*WHAT THE EXERCISE ASKS*
Below are the records; count how many of their lines hold the string "Unita" and give the number alone.

====

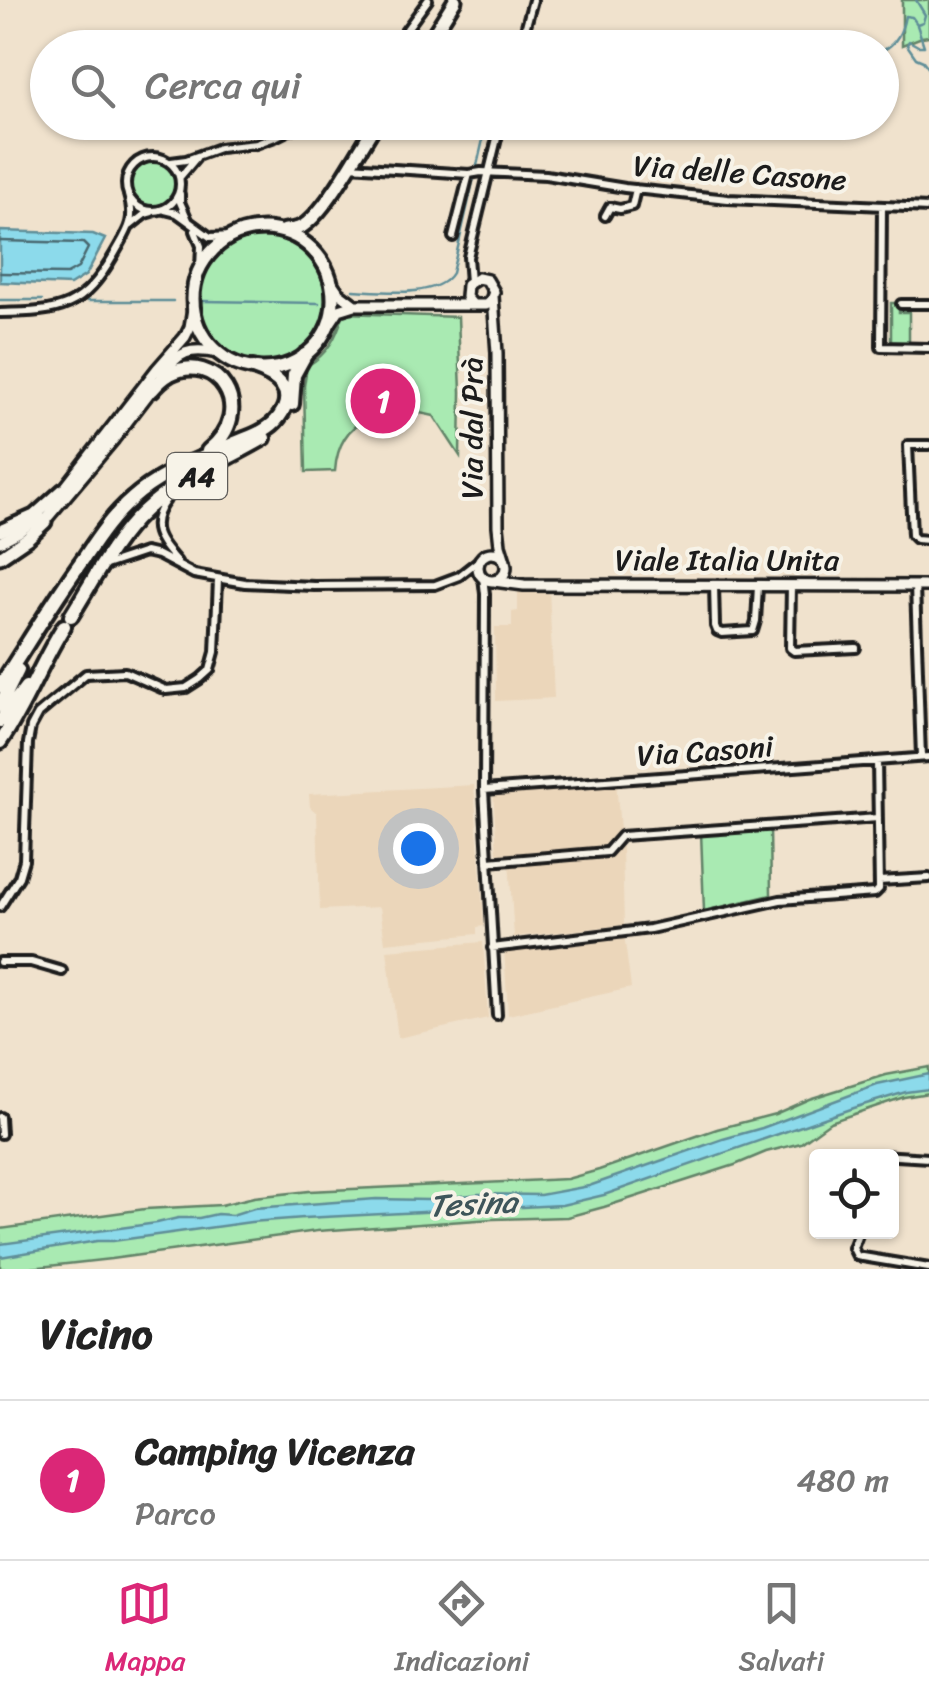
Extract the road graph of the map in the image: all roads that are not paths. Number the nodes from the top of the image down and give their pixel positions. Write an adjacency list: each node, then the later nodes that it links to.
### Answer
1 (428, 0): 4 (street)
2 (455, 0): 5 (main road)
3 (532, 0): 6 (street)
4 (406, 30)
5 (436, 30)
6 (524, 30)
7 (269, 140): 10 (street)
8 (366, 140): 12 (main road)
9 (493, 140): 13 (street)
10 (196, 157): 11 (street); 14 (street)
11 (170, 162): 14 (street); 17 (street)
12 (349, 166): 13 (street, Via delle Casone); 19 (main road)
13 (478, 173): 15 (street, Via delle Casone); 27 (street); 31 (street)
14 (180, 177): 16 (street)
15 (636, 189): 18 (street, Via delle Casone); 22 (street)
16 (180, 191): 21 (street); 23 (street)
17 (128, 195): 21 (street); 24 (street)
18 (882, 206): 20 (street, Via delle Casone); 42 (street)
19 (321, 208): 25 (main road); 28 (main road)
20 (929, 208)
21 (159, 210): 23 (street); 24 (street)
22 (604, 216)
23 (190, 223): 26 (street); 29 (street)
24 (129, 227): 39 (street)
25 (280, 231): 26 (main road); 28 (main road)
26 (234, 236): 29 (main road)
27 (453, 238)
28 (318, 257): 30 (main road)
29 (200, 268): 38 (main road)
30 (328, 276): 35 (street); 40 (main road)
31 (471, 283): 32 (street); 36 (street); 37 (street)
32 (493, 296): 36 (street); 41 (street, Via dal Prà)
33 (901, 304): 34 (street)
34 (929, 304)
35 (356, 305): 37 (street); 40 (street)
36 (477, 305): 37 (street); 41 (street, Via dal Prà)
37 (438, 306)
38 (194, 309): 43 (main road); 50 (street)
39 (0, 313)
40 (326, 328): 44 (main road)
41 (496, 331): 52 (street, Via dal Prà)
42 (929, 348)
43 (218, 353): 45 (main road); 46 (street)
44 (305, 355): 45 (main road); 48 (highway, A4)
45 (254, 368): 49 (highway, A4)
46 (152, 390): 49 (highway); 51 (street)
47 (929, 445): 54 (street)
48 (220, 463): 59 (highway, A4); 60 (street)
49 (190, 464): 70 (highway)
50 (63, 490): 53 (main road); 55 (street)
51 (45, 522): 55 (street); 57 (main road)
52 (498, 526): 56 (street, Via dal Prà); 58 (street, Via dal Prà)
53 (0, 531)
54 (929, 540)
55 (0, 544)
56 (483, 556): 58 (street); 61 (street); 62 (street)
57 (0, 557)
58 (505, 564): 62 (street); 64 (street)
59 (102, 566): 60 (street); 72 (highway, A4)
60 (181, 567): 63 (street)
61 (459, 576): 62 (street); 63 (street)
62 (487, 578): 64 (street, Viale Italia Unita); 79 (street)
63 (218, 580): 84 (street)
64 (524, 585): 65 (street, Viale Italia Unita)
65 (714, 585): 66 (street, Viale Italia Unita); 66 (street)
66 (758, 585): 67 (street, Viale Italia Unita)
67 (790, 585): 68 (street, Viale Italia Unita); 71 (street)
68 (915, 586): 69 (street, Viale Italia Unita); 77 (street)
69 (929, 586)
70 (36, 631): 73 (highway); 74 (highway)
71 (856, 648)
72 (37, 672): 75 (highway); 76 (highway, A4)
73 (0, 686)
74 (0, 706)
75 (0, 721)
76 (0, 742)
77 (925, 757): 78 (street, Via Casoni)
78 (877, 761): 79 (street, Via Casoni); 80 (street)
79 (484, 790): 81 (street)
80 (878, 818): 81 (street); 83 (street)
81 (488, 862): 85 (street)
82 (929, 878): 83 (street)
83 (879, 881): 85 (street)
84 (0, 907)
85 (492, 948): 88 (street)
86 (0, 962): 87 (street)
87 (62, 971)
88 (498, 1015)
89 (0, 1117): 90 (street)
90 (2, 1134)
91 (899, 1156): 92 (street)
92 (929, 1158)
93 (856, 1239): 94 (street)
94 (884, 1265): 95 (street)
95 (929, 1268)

====

*OUTPUT OF THE EXERCISE*
6